Loin de se limiter aux protestations, le travail fait par le collectif veut également lier les réussites politiques des dernières années à la politique menée en matière d’histoire et de mémoire. « Par le biais des recherches que nous avons menées sur les responsables, nous avons également contribué à sensibiliser les gens à l’histoire et au rôle de Dresde durant le régime nazi. », dit Silvio. « Nous avons clarifié les choses et montré que Dresde n’était pas une métropole artistique et culturelle « innocente » ; nous avons ainsi pu mettre à bas le mythe très répandu chez les habitantEs de la ville martyre. »
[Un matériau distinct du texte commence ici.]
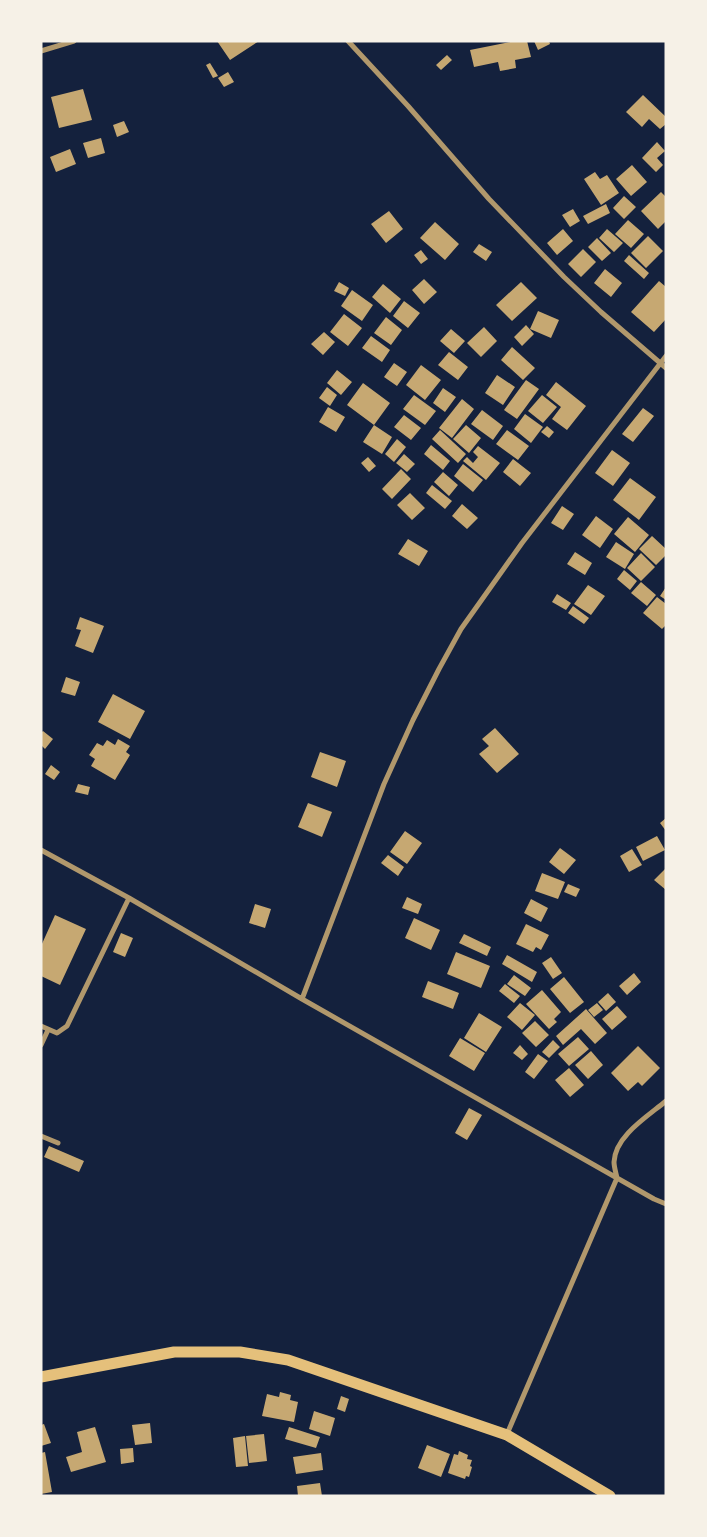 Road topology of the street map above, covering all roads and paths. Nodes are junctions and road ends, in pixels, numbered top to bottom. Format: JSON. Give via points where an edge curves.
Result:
{"nodes":[{"id":1,"x":74,"y":41,"type":"edge"},
{"id":2,"x":348,"y":41,"type":"edge"},
{"id":3,"x":41,"y":51,"type":"edge"},
{"id":4,"x":666,"y":356,"type":"edge"},
{"id":5,"x":660,"y":363,"type":"junction"},
{"id":6,"x":666,"y":368,"type":"edge"},
{"id":7,"x":41,"y":850,"type":"edge"},
{"id":8,"x":129,"y":898,"type":"junction"},
{"id":9,"x":302,"y":999,"type":"junction"},
{"id":10,"x":41,"y":1026,"type":"edge"},
{"id":11,"x":48,"y":1030,"type":"junction"},
{"id":12,"x":41,"y":1045,"type":"edge"},
{"id":13,"x":666,"y":1101,"type":"edge"},
{"id":14,"x":41,"y":1136,"type":"edge"},
{"id":15,"x":58,"y":1143,"type":"dead end"},
{"id":16,"x":617,"y":1178,"type":"junction"},
{"id":17,"x":666,"y":1204,"type":"edge"},
{"id":18,"x":41,"y":1376,"type":"edge"},
{"id":19,"x":507,"y":1435,"type":"junction"},
{"id":20,"x":610,"y":1496,"type":"edge"}],
"edges":[{"from":1,"to":3,"type":"street"},
{"from":2,"to":5,"type":"street","via":[[489,199],[564,277]]},
{"from":4,"to":5,"type":"street"},
{"from":5,"to":6,"type":"street"},
{"from":5,"to":9,"type":"street","via":[[522,543],[443,661],[384,784]]},
{"from":7,"to":8,"type":"street"},
{"from":8,"to":9,"type":"street"},
{"from":8,"to":11,"type":"street","via":[[67,1026],[57,1033]]},
{"from":9,"to":16,"type":"street"},
{"from":10,"to":11,"type":"street"},
{"from":11,"to":12,"type":"street"},
{"from":13,"to":16,"type":"street","via":[[625,1136],[617,1149],[614,1163]]},
{"from":14,"to":15,"type":"street"},
{"from":16,"to":17,"type":"street"},
{"from":16,"to":19,"type":"street"},
{"from":18,"to":19,"type":"main road","via":[[174,1352],[240,1352],[288,1360]]},
{"from":19,"to":20,"type":"main road"}]}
Il s’est passé quelque chose à Dresde, et le modèle des blocages massifs a connu, du fait de ce qui avait été fait à Dresde, une portée qu’on n’aurait pas imaginée. Le 13 février 2013 sera un vendredi. Et ce sera également le 70ème anniversaire du bombardement de la ville. Une nouvelle tentative des néonazis n’est donc pas tout à fait à exclure. Mais pour Silvio, une chose est claire : « Que les néonazis soient sûrs d’une chose : il n’y aura pas de trêve pour eux. »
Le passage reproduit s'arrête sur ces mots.